[[ THE RECORDS, beginning ]]

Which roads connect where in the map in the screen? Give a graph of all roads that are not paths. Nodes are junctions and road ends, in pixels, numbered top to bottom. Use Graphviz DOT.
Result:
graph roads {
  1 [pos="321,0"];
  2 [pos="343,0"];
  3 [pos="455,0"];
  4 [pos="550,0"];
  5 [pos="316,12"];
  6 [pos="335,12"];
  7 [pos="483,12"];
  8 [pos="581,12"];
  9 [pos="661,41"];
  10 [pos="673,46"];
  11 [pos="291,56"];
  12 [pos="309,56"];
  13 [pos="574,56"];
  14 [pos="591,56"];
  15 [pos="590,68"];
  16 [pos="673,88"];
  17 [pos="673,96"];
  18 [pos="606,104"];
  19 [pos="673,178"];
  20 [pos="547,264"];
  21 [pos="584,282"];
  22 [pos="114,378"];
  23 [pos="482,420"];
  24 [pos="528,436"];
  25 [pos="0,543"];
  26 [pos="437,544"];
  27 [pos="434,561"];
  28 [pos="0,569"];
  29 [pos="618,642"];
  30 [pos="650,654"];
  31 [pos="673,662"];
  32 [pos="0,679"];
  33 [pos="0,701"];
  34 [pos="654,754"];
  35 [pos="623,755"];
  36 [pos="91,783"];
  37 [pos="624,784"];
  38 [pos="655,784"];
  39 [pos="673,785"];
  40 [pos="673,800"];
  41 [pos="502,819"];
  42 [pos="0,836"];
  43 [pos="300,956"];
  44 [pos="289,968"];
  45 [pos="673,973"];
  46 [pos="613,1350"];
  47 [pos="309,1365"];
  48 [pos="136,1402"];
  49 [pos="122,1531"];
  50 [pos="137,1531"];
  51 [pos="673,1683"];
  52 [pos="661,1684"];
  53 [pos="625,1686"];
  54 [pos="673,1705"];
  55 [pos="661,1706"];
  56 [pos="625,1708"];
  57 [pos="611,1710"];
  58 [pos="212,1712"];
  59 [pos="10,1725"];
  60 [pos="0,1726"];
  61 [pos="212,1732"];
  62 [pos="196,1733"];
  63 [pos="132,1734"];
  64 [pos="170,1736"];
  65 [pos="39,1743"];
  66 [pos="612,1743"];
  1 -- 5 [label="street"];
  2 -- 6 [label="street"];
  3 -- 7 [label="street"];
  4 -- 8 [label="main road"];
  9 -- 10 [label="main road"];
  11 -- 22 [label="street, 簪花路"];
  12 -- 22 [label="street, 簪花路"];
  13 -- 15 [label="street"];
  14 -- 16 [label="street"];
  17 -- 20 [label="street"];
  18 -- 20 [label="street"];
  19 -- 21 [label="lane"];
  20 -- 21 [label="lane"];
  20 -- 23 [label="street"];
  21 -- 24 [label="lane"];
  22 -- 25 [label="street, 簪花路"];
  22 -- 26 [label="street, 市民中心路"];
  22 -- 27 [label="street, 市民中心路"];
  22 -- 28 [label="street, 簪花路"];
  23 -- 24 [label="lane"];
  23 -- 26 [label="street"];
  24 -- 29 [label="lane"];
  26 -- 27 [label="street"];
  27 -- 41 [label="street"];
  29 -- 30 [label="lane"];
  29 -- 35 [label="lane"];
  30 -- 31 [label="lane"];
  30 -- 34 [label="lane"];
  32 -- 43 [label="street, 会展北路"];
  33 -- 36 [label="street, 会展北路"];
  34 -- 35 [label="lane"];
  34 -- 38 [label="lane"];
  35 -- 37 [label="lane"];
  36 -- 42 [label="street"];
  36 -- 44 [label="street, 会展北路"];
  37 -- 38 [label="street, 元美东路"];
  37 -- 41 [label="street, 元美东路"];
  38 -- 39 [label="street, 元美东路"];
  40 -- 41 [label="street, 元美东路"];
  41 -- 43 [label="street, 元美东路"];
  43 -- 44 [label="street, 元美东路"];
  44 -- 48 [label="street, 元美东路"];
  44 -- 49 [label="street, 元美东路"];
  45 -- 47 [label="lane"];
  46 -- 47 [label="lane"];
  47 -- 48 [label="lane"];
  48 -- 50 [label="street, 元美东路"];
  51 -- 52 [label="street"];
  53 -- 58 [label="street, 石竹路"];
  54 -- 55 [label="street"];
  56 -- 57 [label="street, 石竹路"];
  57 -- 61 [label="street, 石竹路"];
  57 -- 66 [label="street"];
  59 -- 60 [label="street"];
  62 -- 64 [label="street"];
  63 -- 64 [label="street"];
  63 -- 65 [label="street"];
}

[[ THE RECORDS, end ]]

### TASK GOAL:
Using the entries, return every line where the word "会展北路" can be found.

### EXERCISE RESULT:
  32 -- 43 [label="street, 会展北路"];
  33 -- 36 [label="street, 会展北路"];
  36 -- 44 [label="street, 会展北路"];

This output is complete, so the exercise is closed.